> **TASK INPUTS**

****

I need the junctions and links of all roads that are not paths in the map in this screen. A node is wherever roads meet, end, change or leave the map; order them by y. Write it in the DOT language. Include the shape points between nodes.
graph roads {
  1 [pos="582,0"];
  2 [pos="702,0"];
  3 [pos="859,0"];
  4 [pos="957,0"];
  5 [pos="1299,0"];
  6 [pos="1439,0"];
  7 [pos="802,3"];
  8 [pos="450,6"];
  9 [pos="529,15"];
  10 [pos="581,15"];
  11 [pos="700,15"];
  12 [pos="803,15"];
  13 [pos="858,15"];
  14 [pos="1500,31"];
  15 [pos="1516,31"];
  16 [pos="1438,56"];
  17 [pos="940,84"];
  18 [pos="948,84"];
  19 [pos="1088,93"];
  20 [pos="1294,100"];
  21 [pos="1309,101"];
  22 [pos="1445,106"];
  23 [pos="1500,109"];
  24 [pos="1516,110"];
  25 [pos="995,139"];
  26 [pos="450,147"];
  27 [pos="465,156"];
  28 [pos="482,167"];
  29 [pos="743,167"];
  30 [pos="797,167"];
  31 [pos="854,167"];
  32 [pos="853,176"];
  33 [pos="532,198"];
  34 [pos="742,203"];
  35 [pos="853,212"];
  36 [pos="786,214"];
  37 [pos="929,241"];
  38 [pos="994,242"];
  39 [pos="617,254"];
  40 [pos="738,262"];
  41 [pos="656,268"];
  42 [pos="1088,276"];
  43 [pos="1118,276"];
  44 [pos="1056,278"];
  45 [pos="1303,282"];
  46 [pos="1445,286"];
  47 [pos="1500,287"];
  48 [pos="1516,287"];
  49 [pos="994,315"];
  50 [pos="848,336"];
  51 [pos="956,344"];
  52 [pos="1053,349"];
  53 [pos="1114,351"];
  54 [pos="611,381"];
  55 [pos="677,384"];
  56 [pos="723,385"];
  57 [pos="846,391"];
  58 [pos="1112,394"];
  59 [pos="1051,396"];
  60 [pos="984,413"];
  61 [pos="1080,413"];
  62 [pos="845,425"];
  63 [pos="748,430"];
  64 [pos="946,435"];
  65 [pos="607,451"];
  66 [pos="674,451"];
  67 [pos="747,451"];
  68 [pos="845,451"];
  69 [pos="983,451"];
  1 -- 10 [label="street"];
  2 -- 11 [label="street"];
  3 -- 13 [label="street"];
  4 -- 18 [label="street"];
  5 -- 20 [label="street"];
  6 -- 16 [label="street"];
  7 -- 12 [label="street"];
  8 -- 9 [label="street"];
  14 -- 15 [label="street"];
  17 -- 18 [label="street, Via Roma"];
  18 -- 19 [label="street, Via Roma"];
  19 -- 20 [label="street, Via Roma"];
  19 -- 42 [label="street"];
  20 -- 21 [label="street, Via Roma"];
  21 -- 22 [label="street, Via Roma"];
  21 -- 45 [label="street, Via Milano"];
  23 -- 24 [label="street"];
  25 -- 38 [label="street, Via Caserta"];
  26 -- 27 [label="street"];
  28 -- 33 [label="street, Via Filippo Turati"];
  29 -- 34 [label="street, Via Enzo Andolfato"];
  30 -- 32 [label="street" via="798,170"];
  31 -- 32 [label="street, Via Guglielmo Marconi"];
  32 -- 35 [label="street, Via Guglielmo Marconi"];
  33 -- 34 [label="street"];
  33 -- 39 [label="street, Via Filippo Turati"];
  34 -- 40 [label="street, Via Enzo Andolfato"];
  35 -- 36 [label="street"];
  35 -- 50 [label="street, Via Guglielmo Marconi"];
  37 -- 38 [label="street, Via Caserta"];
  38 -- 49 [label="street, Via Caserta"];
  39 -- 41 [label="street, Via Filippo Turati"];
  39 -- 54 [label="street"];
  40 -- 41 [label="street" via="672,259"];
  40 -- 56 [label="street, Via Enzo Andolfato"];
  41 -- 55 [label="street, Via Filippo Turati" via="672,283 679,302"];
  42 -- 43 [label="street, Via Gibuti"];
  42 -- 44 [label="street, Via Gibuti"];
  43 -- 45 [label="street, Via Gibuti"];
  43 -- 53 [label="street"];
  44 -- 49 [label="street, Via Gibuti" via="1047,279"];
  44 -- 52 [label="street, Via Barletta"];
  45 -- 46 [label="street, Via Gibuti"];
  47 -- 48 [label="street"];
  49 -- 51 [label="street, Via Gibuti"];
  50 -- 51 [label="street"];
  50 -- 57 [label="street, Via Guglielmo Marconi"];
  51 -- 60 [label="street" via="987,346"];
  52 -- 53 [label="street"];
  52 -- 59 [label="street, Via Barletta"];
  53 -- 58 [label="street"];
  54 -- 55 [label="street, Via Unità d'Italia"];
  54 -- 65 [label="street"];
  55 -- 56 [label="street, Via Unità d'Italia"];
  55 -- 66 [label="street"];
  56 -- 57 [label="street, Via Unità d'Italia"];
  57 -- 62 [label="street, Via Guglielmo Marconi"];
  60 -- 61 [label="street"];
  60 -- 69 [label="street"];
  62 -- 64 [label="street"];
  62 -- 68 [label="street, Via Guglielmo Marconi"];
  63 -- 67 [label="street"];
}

****

> **YOUR GOAL**
The records are given above. Copy each line in them that holds "Enzo".

> **EXPECTED ANSWER**
  29 -- 34 [label="street, Via Enzo Andolfato"];
  34 -- 40 [label="street, Via Enzo Andolfato"];
  40 -- 56 [label="street, Via Enzo Andolfato"];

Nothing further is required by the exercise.